Techeetah protest caused race result delay

DS Techeetah protested Sam Bird’s 5-second penalty in Hong Kong, as the Chinese team felt that the penalty was not severe enough for the British driver. 

Bird took the chequered flag first in Hong Kong but came together with Andre Lotterer on the penultimate lap, which left the Techeetah driver with a puncture and suspension damage.

Envision Virgin Racing’s Bird was given a five-second time penalty that dropped him to sixth in the final results and promoted Venturi’s Edoardo Mortara to the race win.

Techeetah felt that was not a sufficient punishment given the resulting damage left Lotterer 14th and last of the classified runners, however, their protest was eventually declined.

Techeetah’s sporting and technical advisor Pedro de la Rosa and team manager David Clark attended a stewards’ hearing along with Virgin team manager Leon Price and driver advisor Alex Yoong four hours after the race in Hong Kong had finished.

During the meeting, ex-Formula 1 driver de la Rosa argued that Bird’s five-second penalty “was not severe enough”, according to an FIA bulletin.

De la Rosa also pointed out that Lotterer had led the previous 28 laps before the collision took place and that Bird was therefore “aware of the braking points and race line that had been used by car #36 [Lotterer] as he was following him for the preceding laps”, and that Lotterer “as the leader of the race has the right to choose the braking line”.

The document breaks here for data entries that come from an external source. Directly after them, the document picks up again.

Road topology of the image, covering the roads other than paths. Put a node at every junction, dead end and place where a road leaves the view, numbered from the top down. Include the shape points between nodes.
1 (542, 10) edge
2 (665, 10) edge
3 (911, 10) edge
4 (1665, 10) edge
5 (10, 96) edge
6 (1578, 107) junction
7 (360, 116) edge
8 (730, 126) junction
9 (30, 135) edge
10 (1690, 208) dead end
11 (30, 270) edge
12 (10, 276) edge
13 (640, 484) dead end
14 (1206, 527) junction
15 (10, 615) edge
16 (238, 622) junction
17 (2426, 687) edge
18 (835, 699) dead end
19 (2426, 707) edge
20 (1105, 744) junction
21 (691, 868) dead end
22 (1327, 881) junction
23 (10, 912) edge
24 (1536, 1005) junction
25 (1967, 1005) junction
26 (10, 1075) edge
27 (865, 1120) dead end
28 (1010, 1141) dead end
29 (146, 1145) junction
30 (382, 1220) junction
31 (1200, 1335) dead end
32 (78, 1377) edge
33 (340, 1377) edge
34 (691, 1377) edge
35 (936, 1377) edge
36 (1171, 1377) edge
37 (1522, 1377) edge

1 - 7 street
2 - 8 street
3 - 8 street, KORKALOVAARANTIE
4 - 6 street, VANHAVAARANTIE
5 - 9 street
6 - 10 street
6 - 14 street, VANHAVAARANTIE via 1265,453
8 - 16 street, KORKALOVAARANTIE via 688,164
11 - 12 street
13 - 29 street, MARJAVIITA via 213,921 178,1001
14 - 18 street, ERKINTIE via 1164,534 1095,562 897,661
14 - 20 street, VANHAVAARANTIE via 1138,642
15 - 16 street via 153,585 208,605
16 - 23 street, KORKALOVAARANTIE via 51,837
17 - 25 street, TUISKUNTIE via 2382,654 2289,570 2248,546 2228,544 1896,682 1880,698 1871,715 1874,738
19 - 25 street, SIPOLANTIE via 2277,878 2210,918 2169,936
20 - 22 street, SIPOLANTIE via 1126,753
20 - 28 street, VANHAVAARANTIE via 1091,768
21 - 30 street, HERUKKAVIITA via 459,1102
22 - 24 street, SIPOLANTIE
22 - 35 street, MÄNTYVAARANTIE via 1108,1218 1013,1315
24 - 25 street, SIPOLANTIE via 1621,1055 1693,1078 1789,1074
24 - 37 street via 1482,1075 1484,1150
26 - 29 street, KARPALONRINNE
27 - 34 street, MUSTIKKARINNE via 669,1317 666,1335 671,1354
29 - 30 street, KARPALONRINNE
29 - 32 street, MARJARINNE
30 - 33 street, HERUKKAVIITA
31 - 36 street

The stewards noted that de la Rosa felt the “insufficient” penalty “generates a bad precedent for other drivers” and suggested “the penalty encouraged other drivers to do the same but earlier in the race to recover a time penalty” and that Techeetah would not have protested had Lotterer been able to continue.

Techeetah also underlined that it is “generally concerned with the amount of contact allowed in the current season of Formula E with the current car”.

Virgin Racing’s Team Manager Leon Price “disagreed that the driver of car #2 [Bird] had hit car #36 regularly during the race other than during the incident in question” and he explained that “there was no damage to car #2, other than damage as a result of the incident”.

Price added that Bird and Lotterer had shown “mutual respect for each other” during the race’s three safety car restarts and that Bird felt he had a “tow” from Lotterer just before the clash, “was close enough to make an overtaking move”, and “felt that car #36 moved very slightly under brakes to unsettle car #2, and so that car #36 could defend his line”.

The bulletin also included Price’s thoughts that the penalty given to Bird was “harsh compared to other similar incidents” seen this season and that “consequences of an incident should not be taken into account whatsoever”.

Price “submitted that each incident should be judged on the incident itself and not what happens as a result of an incident”.

The stewards decreed that the original five-second penalty applied in the provisional results “was correct” and the bulletin explained that they felt “there was no new evidence presented whatsoever that in any way supported an increase in the severity of the time penalty”.